→ **What this task involves**
Your answer must be the data repeated exactly, with no pictures in it.

→ **Entries provided**
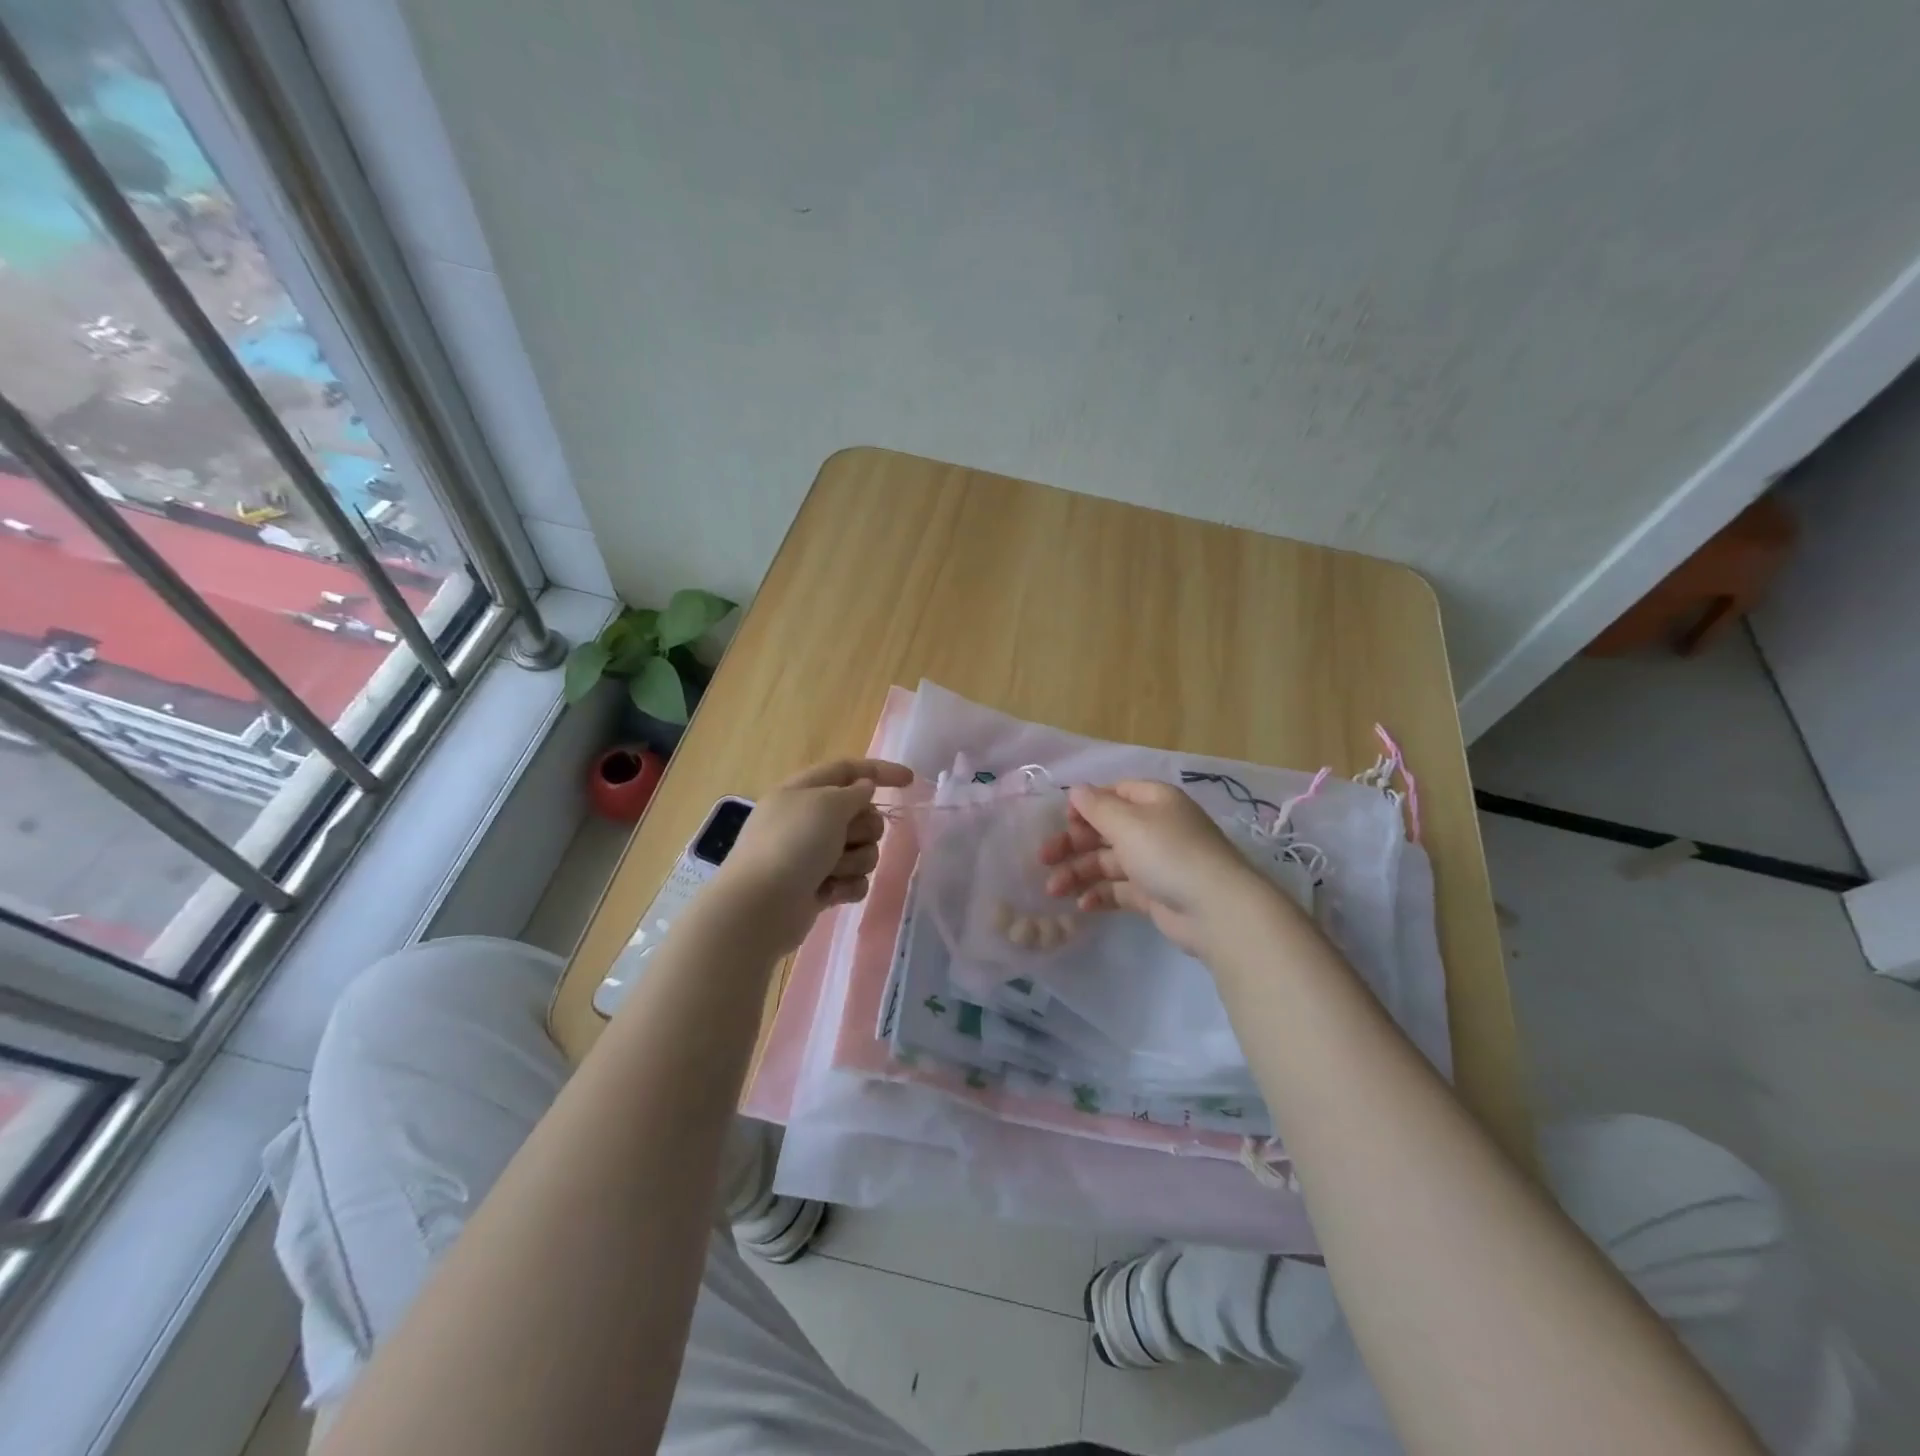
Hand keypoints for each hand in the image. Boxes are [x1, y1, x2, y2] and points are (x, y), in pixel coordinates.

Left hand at [713, 758, 913, 951]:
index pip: (848, 770)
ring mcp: (813, 856)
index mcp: (803, 791)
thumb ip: (854, 792)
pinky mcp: (819, 887)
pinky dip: (848, 886)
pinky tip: (832, 893)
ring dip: (855, 861)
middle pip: (861, 814)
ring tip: (833, 872)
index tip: (910, 781)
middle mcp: (808, 821)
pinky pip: (854, 881)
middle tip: (847, 838)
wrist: (759, 907)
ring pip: (862, 850)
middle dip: (864, 829)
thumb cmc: (791, 845)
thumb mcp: (827, 804)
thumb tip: (864, 788)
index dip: (880, 771)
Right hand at [1038, 780, 1271, 954]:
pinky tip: (1081, 905)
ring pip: (1108, 862)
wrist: (1216, 910)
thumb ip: (1097, 807)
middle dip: (1073, 844)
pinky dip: (1099, 894)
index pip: (1114, 794)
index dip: (1086, 805)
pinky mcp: (1155, 894)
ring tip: (1053, 890)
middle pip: (1106, 829)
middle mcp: (1155, 827)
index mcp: (1154, 801)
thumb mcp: (1128, 823)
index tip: (1062, 821)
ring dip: (1079, 873)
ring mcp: (1155, 862)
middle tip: (1043, 859)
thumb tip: (1077, 790)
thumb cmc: (1168, 853)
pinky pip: (1120, 889)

→ **Exercise solution**
Hand keypoints for each hand in the image. Boxes are [x1, y1, x2, y2] and points are (x, y), in pixel coordinates.

Left hand at [713, 758, 913, 951]:
index pip: (848, 770)
ring mcp: (813, 856)
index mcp: (803, 791)
thumb ip: (854, 792)
pinky mcp: (819, 887)
pinky dip: (848, 886)
pinky tip: (832, 893)
ring dip: (855, 861)
middle pip: (861, 814)
ring tip: (833, 872)
index tip: (910, 781)
middle mcp: (808, 821)
pinky pip: (854, 881)
middle tip: (847, 838)
wrist: (759, 907)
ring pip: (862, 850)
middle dip: (864, 829)
thumb cmc: (791, 845)
thumb mcp: (827, 804)
thumb tip: (864, 788)
index dip: (880, 771)
Right hand at [1038, 780, 1271, 954]:
pinky tip: (1081, 905)
ring pip: (1108, 862)
wrist: (1216, 910)
thumb ip: (1097, 807)
middle dip: (1073, 844)
pinky dip: (1099, 894)
index pip: (1114, 794)
index dip: (1086, 805)
pinky mcp: (1155, 894)
ring tip: (1053, 890)
middle pip: (1106, 829)
middle mcp: (1155, 827)
index mcp: (1154, 801)
thumb mcp: (1128, 823)
index tip: (1062, 821)
ring dip: (1079, 873)
ring mcp: (1155, 862)
middle tip: (1043, 859)
thumb tip: (1077, 790)
thumb cmc: (1168, 853)
pinky pip: (1120, 889)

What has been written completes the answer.